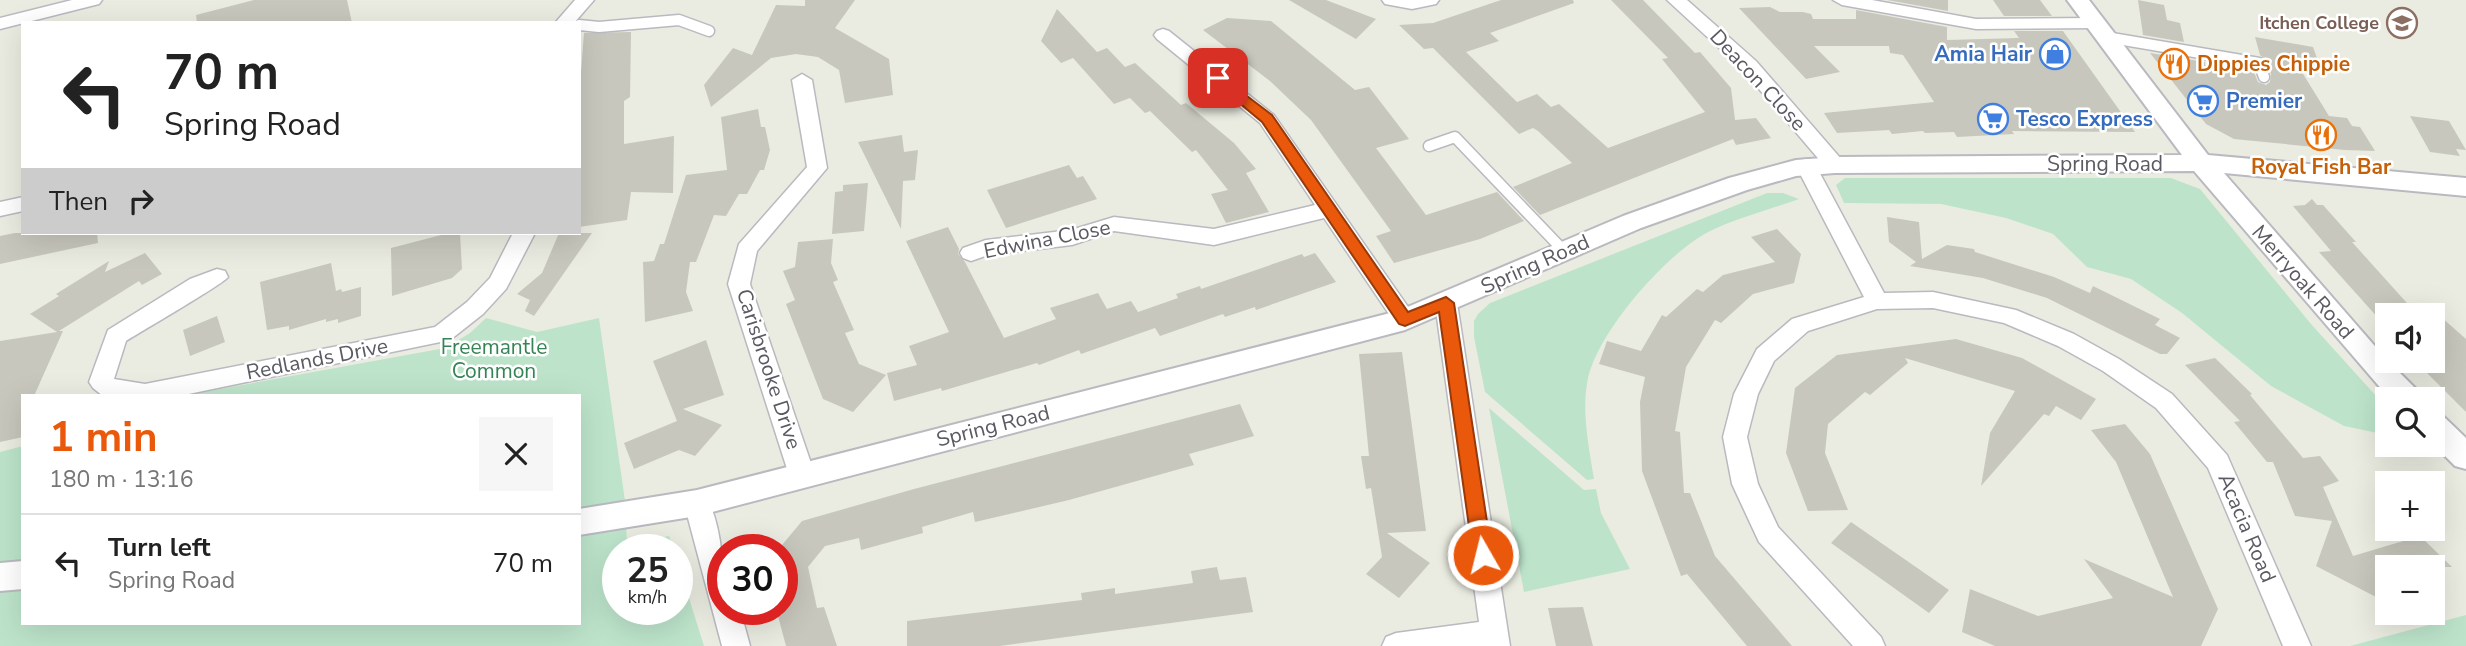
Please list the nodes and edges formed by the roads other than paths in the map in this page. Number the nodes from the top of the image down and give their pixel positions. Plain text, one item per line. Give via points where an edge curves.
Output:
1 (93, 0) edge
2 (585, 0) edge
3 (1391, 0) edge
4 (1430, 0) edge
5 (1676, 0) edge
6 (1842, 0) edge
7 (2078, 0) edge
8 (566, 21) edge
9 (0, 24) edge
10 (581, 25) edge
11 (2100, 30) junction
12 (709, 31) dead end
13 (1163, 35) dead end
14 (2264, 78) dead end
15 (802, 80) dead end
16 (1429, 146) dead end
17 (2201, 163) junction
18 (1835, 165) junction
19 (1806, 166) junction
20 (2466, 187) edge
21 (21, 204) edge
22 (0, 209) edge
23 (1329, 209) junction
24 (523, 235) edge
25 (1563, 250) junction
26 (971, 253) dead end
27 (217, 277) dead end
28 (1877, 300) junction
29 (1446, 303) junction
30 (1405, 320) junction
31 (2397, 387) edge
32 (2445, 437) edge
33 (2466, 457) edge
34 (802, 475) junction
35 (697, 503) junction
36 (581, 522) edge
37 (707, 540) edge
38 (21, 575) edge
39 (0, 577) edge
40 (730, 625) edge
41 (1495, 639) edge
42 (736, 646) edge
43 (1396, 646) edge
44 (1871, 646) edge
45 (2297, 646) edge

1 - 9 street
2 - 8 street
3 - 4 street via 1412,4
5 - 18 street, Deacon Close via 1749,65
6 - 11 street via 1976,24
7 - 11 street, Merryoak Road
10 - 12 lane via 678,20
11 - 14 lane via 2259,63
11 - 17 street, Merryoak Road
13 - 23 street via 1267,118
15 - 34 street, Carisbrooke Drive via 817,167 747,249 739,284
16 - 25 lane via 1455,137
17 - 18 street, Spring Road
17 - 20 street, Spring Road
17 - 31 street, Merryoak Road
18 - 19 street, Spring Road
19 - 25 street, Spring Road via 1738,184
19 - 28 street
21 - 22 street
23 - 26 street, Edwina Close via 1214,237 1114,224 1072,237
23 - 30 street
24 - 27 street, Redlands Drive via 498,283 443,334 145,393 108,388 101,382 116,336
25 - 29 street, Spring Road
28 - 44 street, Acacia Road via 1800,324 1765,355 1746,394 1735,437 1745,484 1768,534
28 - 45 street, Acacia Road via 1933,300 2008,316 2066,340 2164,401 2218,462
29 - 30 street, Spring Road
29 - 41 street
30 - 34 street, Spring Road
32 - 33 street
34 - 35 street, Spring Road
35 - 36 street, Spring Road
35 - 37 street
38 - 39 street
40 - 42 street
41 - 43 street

******

**Work instructions:**
Report all lines in the listing above that contain the word "Drive".

**Task result:**
15 - 34 street, Carisbrooke Drive via 817,167 747,249 739,284
24 - 27 street, Redlands Drive via 498,283 443,334 145,393 108,388 101,382 116,336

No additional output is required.